## YOUR ASSIGNMENT
Your answer should consist of the lines below that hold the word "Give".

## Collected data
□ □ □ □
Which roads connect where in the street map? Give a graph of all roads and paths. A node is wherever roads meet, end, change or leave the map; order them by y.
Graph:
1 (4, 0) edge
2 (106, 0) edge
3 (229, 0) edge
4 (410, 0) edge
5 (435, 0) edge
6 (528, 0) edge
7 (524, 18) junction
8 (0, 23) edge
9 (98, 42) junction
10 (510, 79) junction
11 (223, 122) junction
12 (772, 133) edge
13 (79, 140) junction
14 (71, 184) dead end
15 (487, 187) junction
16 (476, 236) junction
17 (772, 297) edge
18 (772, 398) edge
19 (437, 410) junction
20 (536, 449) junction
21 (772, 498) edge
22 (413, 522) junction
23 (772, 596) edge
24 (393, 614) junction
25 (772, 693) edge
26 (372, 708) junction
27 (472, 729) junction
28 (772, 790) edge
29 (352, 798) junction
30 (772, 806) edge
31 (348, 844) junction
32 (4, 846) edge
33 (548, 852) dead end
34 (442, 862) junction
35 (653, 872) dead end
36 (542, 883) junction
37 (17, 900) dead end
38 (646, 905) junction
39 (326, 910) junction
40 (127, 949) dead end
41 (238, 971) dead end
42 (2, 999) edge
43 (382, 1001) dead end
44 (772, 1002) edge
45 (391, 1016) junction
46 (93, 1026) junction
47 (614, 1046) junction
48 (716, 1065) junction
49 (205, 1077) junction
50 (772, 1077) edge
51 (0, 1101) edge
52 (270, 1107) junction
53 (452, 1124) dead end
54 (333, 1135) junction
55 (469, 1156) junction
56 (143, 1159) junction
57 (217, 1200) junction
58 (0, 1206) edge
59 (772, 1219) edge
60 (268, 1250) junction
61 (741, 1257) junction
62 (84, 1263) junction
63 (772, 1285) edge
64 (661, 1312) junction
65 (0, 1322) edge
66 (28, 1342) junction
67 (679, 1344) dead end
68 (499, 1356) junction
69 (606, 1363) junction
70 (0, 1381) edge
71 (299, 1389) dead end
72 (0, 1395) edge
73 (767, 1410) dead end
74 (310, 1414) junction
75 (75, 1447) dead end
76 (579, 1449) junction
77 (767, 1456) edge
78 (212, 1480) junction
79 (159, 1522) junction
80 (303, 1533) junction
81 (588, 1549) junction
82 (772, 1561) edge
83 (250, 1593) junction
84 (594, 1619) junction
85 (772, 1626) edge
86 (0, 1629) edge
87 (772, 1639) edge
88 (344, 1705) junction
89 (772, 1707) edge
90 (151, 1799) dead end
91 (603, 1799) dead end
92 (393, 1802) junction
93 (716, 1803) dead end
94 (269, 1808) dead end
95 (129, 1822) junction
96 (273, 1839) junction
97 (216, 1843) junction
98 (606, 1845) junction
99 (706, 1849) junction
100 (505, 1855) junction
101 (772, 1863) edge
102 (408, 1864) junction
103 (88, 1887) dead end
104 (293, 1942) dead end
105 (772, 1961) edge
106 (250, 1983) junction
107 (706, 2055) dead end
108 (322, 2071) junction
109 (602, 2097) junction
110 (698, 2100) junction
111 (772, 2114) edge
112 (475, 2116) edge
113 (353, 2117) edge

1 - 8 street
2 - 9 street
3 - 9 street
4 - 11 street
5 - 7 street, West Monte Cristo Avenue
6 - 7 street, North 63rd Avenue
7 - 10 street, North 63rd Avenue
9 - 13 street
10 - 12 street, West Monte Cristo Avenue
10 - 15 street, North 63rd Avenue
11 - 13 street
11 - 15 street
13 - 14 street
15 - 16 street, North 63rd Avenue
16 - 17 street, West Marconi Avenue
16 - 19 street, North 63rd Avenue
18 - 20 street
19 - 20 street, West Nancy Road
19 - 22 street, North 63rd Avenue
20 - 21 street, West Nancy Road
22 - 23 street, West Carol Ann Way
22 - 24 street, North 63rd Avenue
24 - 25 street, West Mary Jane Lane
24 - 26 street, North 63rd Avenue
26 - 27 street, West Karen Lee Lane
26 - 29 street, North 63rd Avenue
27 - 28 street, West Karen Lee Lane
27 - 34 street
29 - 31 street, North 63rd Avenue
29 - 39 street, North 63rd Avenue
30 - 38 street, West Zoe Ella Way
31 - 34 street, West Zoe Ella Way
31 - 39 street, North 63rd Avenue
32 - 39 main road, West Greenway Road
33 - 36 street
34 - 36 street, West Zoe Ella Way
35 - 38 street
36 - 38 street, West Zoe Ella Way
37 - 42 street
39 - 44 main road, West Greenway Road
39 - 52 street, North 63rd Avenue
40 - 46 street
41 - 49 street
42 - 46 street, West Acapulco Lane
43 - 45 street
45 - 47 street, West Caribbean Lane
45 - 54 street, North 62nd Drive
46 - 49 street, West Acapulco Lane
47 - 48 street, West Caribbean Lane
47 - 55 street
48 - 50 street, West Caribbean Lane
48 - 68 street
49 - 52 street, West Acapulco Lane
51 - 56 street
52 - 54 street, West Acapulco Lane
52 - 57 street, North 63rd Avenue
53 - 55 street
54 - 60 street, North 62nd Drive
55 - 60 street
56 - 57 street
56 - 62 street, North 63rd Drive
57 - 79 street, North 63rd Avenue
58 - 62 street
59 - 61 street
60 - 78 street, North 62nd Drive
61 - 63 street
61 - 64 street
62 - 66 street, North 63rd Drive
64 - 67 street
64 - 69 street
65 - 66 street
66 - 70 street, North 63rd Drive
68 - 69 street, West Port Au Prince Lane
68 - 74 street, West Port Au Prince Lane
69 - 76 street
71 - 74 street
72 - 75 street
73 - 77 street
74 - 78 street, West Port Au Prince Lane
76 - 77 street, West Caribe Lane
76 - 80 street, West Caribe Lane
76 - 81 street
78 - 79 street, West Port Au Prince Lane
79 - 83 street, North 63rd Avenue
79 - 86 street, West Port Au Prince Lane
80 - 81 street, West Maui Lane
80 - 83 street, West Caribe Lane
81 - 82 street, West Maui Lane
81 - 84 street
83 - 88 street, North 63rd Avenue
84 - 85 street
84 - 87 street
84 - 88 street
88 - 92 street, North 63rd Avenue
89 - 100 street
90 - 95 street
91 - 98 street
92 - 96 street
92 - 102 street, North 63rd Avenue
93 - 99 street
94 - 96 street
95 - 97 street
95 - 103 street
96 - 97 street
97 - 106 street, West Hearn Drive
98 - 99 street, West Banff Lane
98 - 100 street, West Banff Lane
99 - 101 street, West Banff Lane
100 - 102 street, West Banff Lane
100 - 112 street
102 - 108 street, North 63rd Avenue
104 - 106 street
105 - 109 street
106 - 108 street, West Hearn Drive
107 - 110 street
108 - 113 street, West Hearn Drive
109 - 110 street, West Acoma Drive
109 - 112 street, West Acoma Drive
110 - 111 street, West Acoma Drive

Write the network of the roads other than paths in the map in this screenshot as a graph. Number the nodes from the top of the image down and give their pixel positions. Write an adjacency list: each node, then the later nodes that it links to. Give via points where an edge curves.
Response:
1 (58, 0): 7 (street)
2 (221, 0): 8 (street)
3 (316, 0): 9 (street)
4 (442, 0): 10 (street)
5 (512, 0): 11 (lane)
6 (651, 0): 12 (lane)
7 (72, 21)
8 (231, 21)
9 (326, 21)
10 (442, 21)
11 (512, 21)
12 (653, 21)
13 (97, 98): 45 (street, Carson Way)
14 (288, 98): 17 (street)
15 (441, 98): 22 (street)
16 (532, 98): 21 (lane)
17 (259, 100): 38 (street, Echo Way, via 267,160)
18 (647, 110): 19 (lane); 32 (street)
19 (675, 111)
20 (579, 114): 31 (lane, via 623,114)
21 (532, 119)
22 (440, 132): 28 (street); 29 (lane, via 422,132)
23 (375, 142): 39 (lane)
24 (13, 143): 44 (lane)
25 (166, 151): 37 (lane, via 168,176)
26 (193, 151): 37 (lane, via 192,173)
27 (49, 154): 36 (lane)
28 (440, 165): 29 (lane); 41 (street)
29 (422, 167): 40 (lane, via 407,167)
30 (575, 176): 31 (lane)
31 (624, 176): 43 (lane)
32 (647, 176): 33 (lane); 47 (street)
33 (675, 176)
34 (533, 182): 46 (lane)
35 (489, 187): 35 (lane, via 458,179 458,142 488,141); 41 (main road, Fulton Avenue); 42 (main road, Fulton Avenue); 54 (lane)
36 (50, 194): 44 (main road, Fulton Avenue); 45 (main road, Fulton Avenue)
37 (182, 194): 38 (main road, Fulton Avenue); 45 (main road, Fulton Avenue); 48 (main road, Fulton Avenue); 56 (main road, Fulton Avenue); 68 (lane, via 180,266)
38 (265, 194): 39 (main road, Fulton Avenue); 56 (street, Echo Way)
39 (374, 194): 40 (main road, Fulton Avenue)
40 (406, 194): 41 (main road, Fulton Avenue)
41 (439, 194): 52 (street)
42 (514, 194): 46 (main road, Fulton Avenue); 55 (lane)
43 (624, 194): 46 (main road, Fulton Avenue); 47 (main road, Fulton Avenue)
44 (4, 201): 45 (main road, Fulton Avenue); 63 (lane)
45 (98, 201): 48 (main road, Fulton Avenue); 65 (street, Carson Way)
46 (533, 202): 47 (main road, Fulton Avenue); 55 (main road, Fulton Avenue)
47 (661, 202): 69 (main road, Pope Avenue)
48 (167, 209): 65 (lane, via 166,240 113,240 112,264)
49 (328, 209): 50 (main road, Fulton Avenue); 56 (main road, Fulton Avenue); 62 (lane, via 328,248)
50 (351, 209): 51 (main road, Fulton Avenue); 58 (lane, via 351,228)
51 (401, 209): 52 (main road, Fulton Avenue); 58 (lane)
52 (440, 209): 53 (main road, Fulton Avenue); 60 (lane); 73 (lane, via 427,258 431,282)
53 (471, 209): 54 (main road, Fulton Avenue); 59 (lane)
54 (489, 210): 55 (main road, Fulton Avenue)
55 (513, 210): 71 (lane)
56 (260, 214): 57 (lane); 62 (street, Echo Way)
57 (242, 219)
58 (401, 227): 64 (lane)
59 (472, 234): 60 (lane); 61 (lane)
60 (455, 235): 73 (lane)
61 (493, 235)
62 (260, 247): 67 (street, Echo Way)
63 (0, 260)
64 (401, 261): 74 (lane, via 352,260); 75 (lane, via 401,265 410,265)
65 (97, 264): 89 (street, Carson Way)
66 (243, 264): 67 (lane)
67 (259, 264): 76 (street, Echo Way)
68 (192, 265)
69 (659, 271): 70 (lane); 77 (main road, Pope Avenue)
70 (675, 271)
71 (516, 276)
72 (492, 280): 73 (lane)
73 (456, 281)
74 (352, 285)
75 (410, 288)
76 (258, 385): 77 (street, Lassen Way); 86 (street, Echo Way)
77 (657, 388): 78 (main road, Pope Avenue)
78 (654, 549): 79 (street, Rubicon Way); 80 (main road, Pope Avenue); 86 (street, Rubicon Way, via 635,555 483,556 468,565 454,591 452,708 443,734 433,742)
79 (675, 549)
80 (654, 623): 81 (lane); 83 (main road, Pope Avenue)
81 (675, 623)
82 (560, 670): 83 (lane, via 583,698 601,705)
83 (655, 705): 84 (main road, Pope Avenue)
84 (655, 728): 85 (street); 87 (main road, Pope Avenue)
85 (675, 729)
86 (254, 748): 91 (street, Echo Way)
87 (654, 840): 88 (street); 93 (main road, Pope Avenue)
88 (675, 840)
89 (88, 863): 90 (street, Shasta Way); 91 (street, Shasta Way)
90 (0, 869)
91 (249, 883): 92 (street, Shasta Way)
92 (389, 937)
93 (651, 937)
□ □ □ □
## OUTPUT BELOW
Which roads connect where in the street map? Give a graph of all roads and paths. A node is wherever roads meet, end, change or leave the map; order them by y.
Write the network of the roads other than paths in the map in this screenshot as a graph. Number the nodes from the top of the image down and give their pixel positions. Write an adjacency list: each node, then the later nodes that it links to. Give via points where an edge curves.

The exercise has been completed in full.